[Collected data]
------------
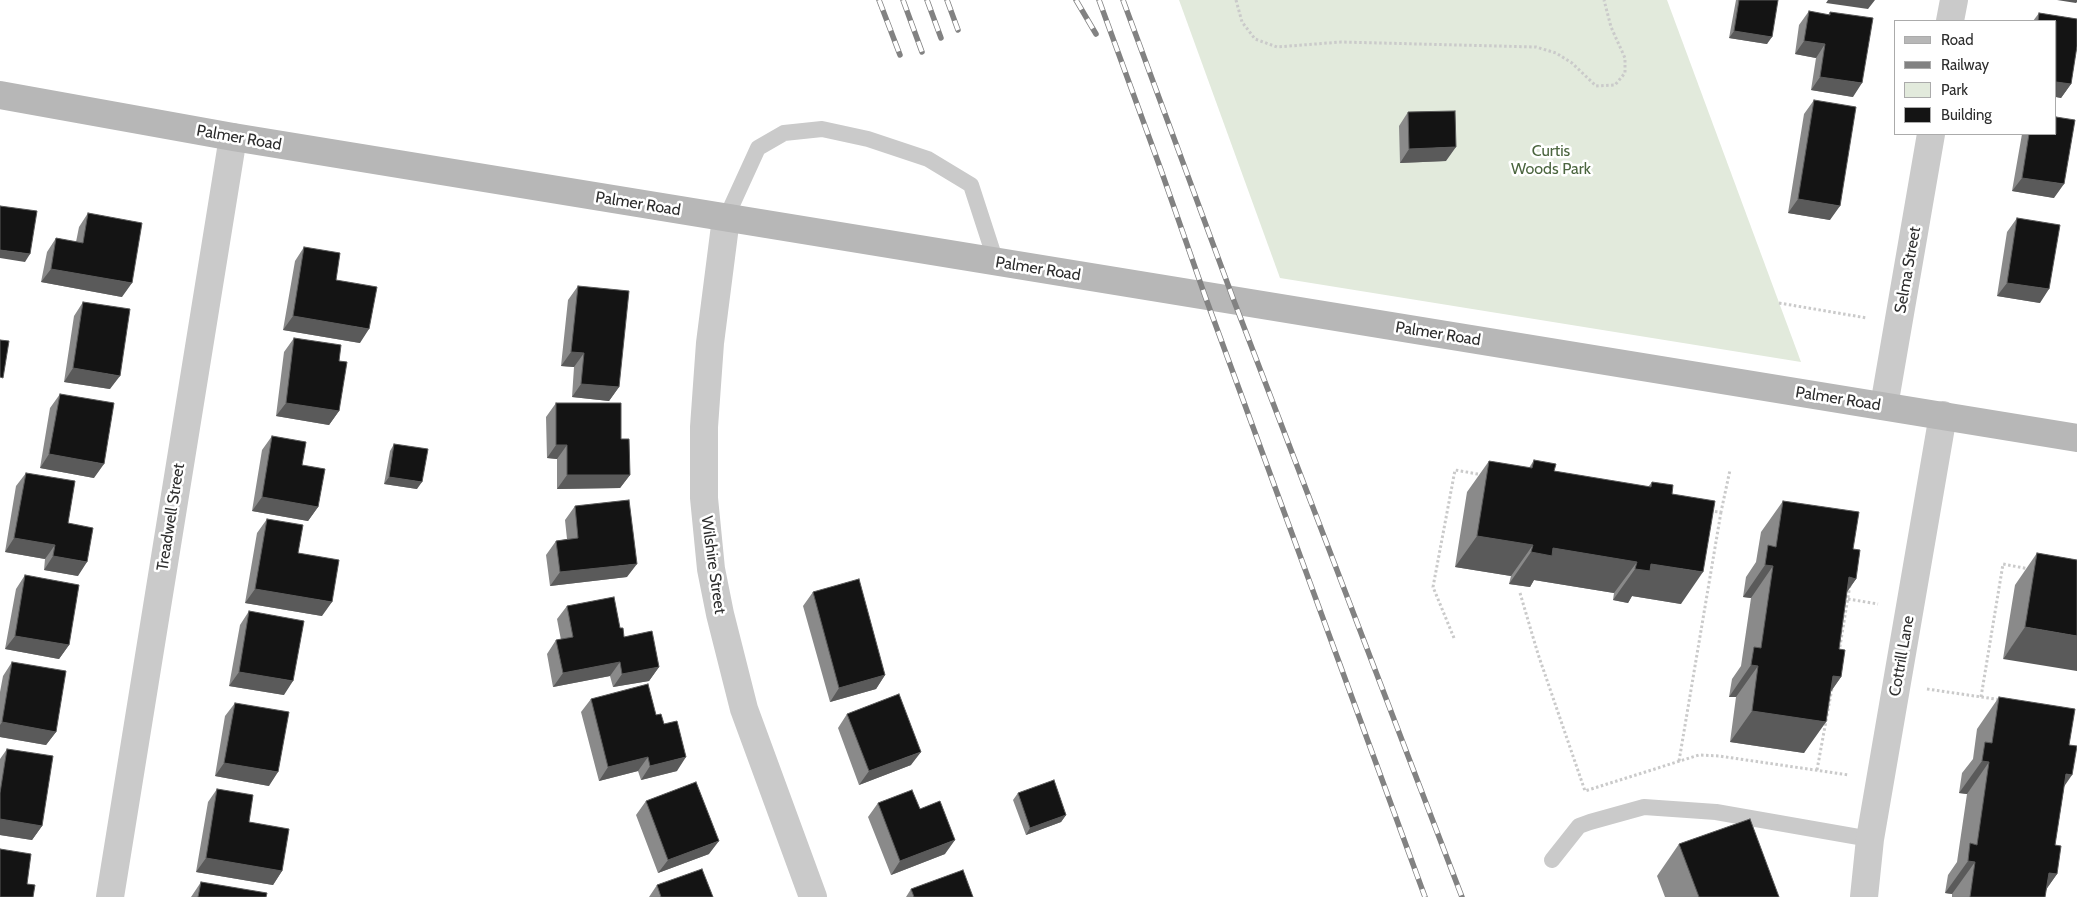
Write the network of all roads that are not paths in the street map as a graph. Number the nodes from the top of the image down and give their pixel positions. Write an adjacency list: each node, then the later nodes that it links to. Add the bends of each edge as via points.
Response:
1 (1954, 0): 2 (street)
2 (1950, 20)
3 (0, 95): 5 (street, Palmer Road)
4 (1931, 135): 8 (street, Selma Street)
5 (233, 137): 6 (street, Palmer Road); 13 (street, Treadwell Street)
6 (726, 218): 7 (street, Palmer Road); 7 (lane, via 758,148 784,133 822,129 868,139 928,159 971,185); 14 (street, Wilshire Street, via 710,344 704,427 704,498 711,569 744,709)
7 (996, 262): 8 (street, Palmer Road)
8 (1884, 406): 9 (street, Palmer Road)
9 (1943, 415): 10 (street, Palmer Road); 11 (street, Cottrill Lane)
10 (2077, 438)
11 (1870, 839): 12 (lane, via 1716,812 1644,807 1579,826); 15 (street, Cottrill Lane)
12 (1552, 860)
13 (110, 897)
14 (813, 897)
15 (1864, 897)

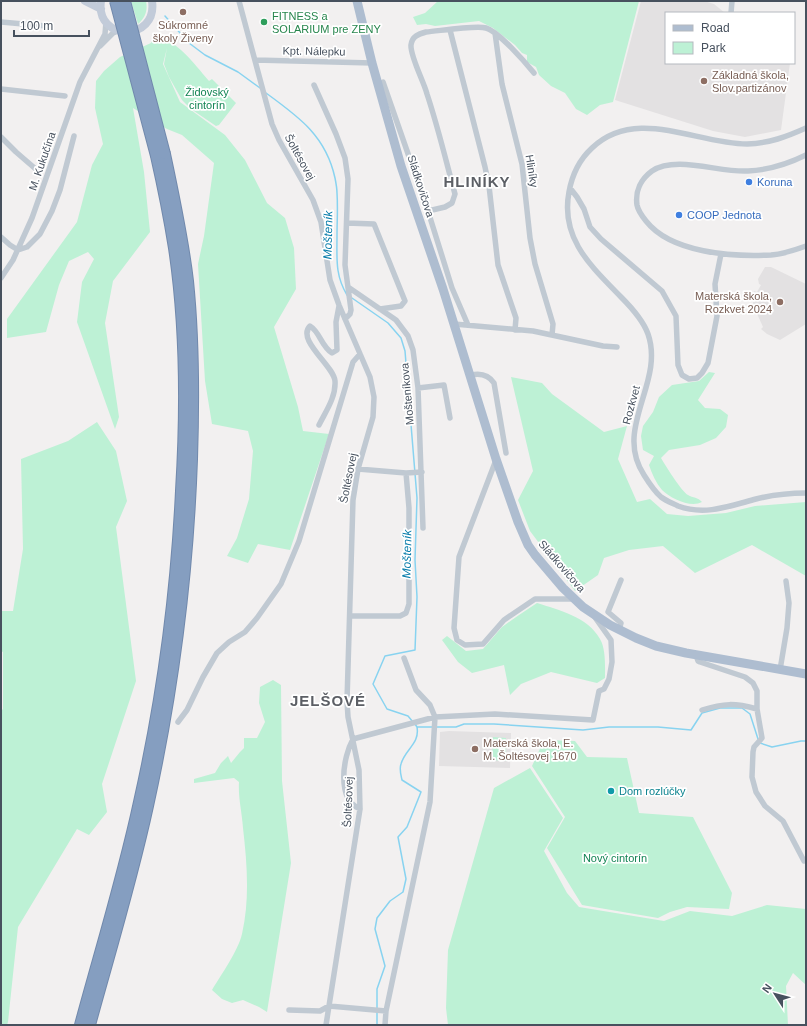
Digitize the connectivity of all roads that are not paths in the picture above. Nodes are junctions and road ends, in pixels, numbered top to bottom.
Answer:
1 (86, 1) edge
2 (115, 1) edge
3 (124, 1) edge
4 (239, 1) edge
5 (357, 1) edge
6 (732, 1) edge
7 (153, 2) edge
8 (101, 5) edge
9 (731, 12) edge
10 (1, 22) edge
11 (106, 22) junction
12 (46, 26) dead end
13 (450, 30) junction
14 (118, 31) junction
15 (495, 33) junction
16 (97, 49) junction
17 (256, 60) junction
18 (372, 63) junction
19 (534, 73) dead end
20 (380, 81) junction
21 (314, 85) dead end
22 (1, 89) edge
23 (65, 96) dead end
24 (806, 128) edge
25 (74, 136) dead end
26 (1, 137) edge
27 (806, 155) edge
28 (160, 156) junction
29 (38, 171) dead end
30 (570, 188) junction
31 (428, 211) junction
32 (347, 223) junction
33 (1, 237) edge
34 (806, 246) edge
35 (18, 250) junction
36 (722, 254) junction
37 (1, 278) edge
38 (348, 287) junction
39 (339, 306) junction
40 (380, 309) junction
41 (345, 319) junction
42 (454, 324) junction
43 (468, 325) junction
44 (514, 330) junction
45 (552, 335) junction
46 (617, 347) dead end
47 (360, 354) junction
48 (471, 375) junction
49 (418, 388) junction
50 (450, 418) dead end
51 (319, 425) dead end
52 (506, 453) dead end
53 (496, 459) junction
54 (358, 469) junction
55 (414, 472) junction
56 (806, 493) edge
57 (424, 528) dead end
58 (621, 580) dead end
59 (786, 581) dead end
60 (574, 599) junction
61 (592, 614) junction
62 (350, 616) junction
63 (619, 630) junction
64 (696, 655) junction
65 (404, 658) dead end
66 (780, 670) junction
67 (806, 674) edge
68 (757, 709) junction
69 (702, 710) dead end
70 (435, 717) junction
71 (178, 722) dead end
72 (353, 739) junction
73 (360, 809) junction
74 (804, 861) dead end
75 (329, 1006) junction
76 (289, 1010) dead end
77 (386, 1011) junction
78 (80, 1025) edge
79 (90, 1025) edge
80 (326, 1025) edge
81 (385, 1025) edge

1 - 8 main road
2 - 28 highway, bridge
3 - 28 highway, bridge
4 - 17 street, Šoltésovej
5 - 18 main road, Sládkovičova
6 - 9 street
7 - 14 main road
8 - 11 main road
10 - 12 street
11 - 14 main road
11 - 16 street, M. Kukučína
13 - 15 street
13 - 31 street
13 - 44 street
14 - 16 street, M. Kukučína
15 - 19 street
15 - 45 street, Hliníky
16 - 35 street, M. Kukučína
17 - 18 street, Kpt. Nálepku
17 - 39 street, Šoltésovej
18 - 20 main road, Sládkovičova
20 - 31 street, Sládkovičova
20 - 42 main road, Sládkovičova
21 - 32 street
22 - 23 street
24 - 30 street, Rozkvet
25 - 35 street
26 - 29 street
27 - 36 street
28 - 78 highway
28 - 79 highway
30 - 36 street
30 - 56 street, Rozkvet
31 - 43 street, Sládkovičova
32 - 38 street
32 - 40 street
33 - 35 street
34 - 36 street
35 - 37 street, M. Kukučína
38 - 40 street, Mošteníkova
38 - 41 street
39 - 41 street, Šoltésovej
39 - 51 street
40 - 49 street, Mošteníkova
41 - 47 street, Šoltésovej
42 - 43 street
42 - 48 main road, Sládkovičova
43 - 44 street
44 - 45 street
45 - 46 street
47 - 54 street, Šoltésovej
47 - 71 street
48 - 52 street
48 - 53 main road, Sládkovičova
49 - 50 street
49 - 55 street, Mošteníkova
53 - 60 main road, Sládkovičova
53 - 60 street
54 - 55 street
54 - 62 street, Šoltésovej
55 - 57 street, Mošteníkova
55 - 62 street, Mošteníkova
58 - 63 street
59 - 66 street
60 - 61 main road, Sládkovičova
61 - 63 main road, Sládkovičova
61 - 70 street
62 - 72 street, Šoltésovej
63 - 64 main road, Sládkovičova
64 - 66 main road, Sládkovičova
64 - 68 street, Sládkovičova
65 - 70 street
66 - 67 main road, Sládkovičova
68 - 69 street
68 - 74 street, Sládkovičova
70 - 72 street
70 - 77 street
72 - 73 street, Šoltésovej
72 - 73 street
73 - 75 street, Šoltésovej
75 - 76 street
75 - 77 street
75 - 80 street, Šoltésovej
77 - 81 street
------------
Work to complete » Lines above with "that": state how many, nothing more.

Answer box » 2